Your copy should match the records exactly, except that it contains no pictures.
-------
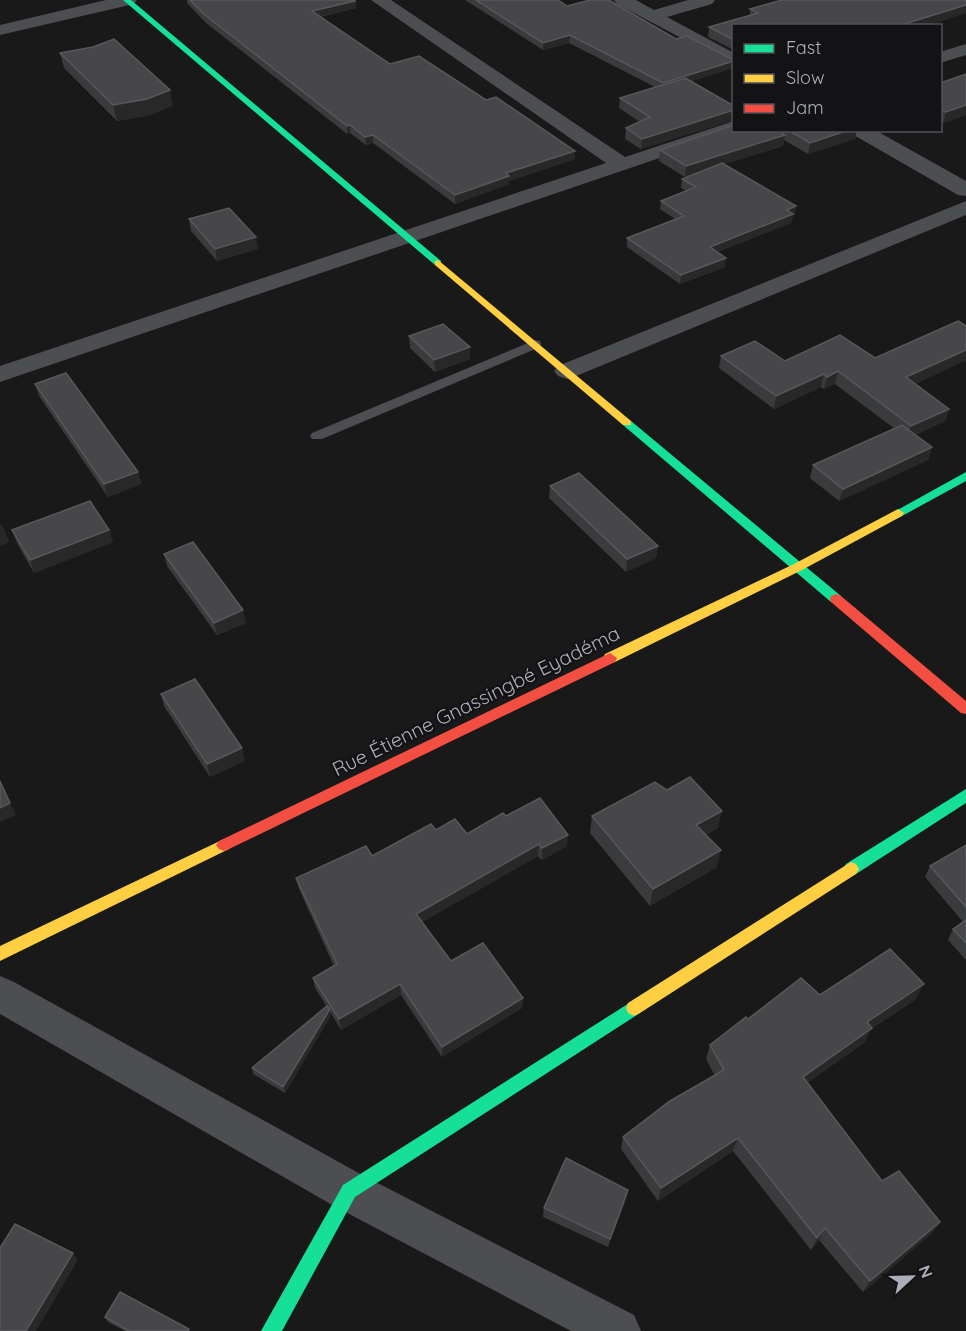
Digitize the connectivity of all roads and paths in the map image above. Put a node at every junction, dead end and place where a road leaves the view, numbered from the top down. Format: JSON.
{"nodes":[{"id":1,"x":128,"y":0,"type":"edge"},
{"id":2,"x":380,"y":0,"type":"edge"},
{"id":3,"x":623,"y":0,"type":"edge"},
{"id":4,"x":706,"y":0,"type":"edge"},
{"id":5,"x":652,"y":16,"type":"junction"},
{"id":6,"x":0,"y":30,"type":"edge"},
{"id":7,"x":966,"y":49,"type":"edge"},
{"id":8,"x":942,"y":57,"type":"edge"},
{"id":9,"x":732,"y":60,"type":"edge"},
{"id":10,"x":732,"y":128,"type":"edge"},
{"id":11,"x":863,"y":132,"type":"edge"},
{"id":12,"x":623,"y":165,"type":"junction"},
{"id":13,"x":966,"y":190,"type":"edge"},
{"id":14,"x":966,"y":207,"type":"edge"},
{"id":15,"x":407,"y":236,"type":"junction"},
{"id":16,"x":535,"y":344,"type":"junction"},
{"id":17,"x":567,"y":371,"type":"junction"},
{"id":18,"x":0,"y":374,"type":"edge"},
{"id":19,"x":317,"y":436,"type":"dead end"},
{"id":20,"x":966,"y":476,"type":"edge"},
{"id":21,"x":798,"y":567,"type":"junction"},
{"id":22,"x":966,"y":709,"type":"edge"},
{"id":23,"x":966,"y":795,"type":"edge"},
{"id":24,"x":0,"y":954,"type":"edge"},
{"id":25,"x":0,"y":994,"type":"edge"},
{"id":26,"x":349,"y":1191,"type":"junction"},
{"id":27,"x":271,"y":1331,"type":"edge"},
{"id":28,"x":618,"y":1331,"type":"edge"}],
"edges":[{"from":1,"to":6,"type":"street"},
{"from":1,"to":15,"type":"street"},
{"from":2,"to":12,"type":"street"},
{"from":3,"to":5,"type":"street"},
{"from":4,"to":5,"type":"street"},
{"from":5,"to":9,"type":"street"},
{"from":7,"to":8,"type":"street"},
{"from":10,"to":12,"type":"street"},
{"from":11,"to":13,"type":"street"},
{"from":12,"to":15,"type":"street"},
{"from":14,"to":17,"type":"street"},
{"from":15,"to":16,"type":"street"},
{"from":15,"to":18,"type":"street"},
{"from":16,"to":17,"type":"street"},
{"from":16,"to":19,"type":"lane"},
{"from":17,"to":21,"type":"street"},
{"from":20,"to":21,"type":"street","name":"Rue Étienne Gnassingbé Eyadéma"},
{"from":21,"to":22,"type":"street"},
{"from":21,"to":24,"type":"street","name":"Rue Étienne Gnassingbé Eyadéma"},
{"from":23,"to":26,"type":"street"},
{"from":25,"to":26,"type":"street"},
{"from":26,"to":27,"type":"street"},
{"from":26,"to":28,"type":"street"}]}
-------
* _Solution for this task_
Digitize the connectivity of all roads and paths in the map image above. Put a node at every junction, dead end and place where a road leaves the view, numbered from the top down. Format: JSON.
{"nodes":[{"id":1,"x":128,"y":0,"type":"edge"},
{"id":2,"x":380,"y":0,"type":"edge"},
{"id":3,"x":623,"y":0,"type":"edge"},
{"id":4,"x":706,"y":0,"type":"edge"},
{"id":5,"x":652,"y":16,"type":"junction"},
{"id":6,"x":0,"y":30,"type":"edge"},
{"id":7,"x":966,"y":49,"type":"edge"},
{"id":8,"x":942,"y":57,"type":"edge"},
{"id":9,"x":732,"y":60,"type":"edge"},
{"id":10,"x":732,"y":128,"type":"edge"},
{"id":11,"x":863,"y":132,"type":"edge"},
{"id":12,"x":623,"y":165,"type":"junction"},
{"id":13,"x":966,"y":190,"type":"edge"},
{"id":14,"x":966,"y":207,"type":"edge"},
{"id":15,"x":407,"y":236,"type":"junction"},
{"id":16,"x":535,"y":344,"type":"junction"},
{"id":17,"x":567,"y":371,"type":"junction"},
{"id":18,"x":0,"y":374,"type":"edge"},
{"id":19,"x":317,"y":436,"type":"dead end"},
{"id":20,"x":966,"y":476,"type":"edge"},
{"id":21,"x":798,"y":567,"type":"junction"},
{"id":22,"x":966,"y":709,"type":"edge"},
{"id":23,"x":966,"y":795,"type":"edge"},
{"id":24,"x":0,"y":954,"type":"edge"},
{"id":25,"x":0,"y":994,"type":"edge"},
{"id":26,"x":349,"y":1191,"type":"junction"},
{"id":27,"x":271,"y":1331,"type":"edge"},
{"id":28,"x":618,"y":1331,"type":"edge"}],
"edges":[{"from":1,"to":6,"type":"street"},
{"from":1,"to":15,"type":"street"},
{"from":2,"to":12,"type":"street"},
{"from":3,"to":5,"type":"street"},
{"from":4,"to":5,"type":"street"},
{"from":5,"to":9,"type":"street"},
{"from":7,"to":8,"type":"street"},
{"from":10,"to":12,"type":"street"},
{"from":11,"to":13,"type":"street"},
{"from":12,"to":15,"type":"street"},
{"from":14,"to":17,"type":"street"},
{"from":15,"to":16,"type":"street"},
{"from":15,"to":18,"type":"street"},
{"from":16,"to":17,"type":"street"},
{"from":16,"to":19,"type":"lane"},
{"from":17,"to":21,"type":"street"},
{"from":20,"to":21,"type":"street","name":"Rue Étienne Gnassingbé Eyadéma"},
{"from":21,"to":22,"type":"street"},
{"from":21,"to":24,"type":"street","name":"Rue Étienne Gnassingbé Eyadéma"},
{"from":23,"to":26,"type":"street"},
{"from":25,"to":26,"type":"street"},
{"from":26,"to":27,"type":"street"},
{"from":26,"to":28,"type":"street"}]}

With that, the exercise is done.